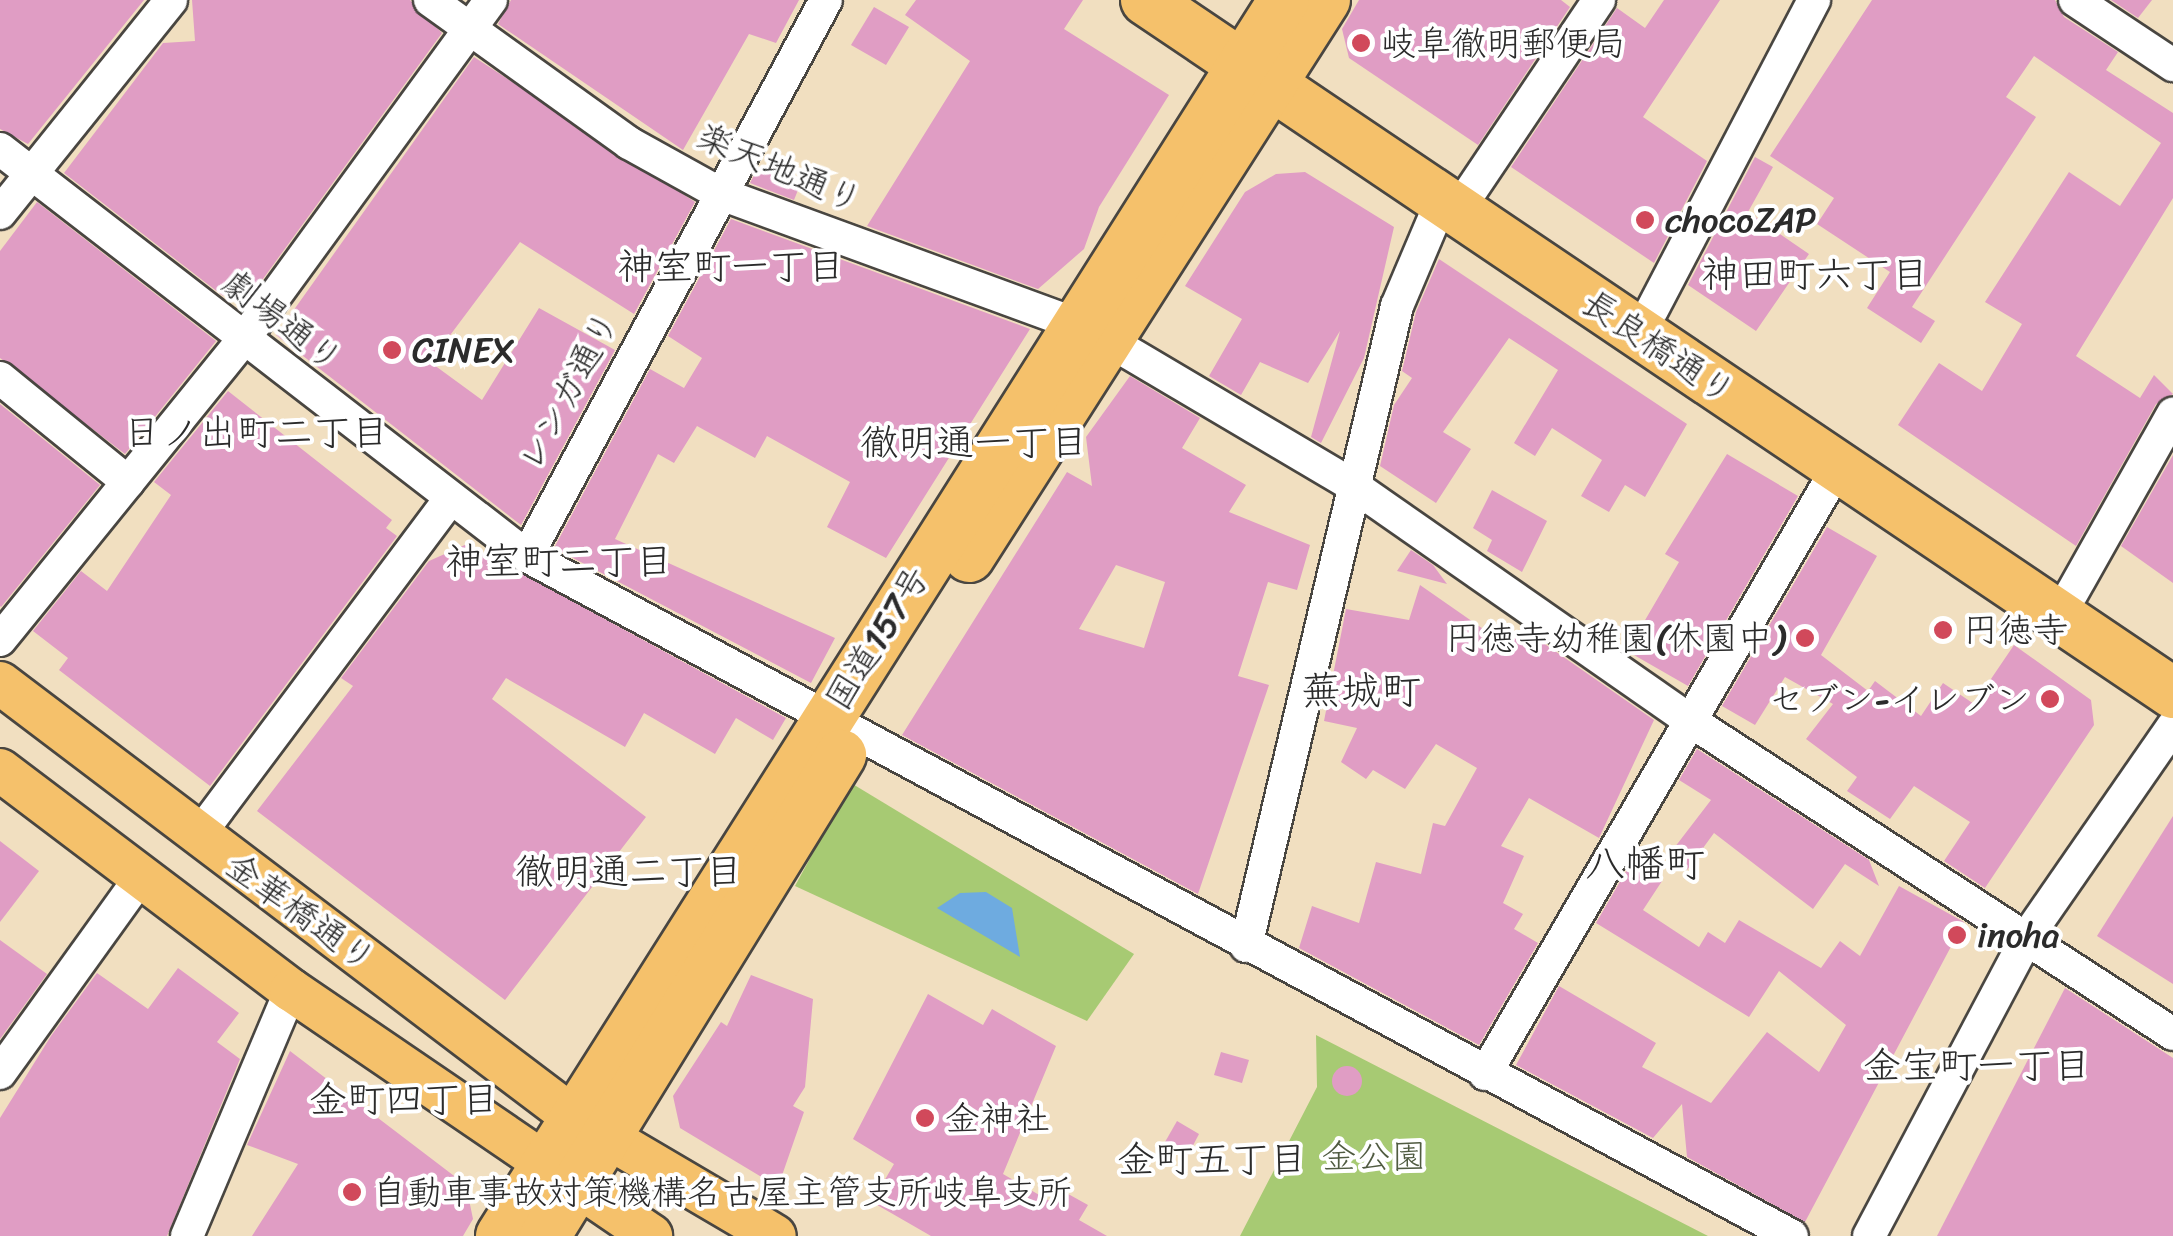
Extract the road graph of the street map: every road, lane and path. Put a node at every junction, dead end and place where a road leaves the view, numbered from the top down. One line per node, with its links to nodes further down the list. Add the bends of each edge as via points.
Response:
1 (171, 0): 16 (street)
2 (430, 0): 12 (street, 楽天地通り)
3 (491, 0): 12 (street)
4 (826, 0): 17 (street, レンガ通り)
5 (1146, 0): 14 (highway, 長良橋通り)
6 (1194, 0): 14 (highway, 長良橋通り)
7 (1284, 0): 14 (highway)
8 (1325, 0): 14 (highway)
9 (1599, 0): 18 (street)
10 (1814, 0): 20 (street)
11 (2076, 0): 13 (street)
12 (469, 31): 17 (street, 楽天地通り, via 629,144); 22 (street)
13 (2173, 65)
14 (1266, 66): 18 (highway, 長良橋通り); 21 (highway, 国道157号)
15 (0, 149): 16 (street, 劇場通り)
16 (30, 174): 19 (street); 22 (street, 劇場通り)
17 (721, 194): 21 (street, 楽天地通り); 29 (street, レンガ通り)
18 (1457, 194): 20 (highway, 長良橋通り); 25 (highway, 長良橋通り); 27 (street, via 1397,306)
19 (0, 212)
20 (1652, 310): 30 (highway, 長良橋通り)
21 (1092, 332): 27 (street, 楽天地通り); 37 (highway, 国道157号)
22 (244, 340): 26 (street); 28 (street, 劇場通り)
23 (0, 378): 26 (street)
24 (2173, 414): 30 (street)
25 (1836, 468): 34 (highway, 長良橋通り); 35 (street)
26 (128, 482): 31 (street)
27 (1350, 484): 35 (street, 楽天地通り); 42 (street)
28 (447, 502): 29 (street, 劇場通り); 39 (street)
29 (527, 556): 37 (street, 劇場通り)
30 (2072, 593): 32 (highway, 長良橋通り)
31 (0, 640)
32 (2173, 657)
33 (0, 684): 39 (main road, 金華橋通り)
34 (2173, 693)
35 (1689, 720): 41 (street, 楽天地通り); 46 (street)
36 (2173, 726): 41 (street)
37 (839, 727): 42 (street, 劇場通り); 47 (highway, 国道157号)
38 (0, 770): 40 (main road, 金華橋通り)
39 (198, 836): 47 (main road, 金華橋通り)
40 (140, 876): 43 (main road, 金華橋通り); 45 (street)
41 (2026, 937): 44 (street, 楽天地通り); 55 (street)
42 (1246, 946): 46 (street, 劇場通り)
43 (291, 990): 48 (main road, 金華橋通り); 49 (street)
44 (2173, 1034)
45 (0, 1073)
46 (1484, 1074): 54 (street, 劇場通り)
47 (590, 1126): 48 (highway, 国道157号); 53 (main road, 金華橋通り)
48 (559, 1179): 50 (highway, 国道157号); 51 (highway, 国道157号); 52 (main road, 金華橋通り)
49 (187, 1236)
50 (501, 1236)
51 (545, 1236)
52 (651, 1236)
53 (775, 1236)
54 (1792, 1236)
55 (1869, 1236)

■ ■ ■

▶ **EXERCISE DETAILS**
Wherever a picture appears in the records, omit it, and transcribe everything else exactly.

▶ **EXERCISE RESPONSE**
Extract the road graph of the street map: every road, lane and path. Put a node at every junction, dead end and place where a road leaves the view, numbered from the top down. One line per node, with its links to nodes further down the list. Add the bends of each edge as via points.
Response:
1 (171, 0): 16 (street)
2 (430, 0): 12 (street, 楽天地通り)
3 (491, 0): 12 (street)
4 (826, 0): 17 (street, レンガ通り)
5 (1146, 0): 14 (highway, 長良橋通り)
6 (1194, 0): 14 (highway, 長良橋通り)
7 (1284, 0): 14 (highway)
8 (1325, 0): 14 (highway)
9 (1599, 0): 18 (street)
10 (1814, 0): 20 (street)
11 (2076, 0): 13 (street)
12 (469, 31): 17 (street, 楽天地通り, via 629,144); 22 (street)
13 (2173, 65)
14 (1266, 66): 18 (highway, 長良橋通り); 21 (highway, 国道157号)
15 (0, 149): 16 (street, 劇場通り)
16 (30, 174): 19 (street); 22 (street, 劇場通り)
17 (721, 194): 21 (street, 楽天地通り); 29 (street, レンガ通り)
18 (1457, 194): 20 (highway, 長良橋通り); 25 (highway, 長良橋通り); 27 (street, via 1397,306)
19 (0, 212)
20 (1652, 310): 30 (highway, 長良橋通り)
21 (1092, 332): 27 (street, 楽天地通り); 37 (highway, 国道157号)
22 (244, 340): 26 (street); 28 (street, 劇場通り)
23 (0, 378): 26 (street)
24 (2173, 414): 30 (street)
25 (1836, 468): 34 (highway, 長良橋通り); 35 (street)
26 (128, 482): 31 (street)
27 (1350, 484): 35 (street, 楽天地通り); 42 (street)
28 (447, 502): 29 (street, 劇場通り); 39 (street)
29 (527, 556): 37 (street, 劇場通り)
30 (2072, 593): 32 (highway, 長良橋通り)
31 (0, 640)
32 (2173, 657)
33 (0, 684): 39 (main road, 金華橋通り)
34 (2173, 693)
35 (1689, 720): 41 (street, 楽天地通り); 46 (street)
36 (2173, 726): 41 (street)
37 (839, 727): 42 (street, 劇場通り); 47 (highway, 国道157号)
38 (0, 770): 40 (main road, 金華橋通り)
39 (198, 836): 47 (main road, 金華橋通り)
40 (140, 876): 43 (main road, 金華橋通り); 45 (street)
41 (2026, 937): 44 (street, 楽天地通り); 55 (street)
42 (1246, 946): 46 (street, 劇場通り)
43 (291, 990): 48 (main road, 金華橋通り); 49 (street)
44 (2173, 1034)
45 (0, 1073)
46 (1484, 1074): 54 (street, 劇場通り)
47 (590, 1126): 48 (highway, 国道157号); 53 (main road, 金華橋通り)
48 (559, 1179): 50 (highway, 国道157号); 51 (highway, 国道157号); 52 (main road, 金華橋通り)
49 (187, 1236)
50 (501, 1236)
51 (545, 1236)
52 (651, 1236)
53 (775, 1236)
54 (1792, 1236)
55 (1869, 1236)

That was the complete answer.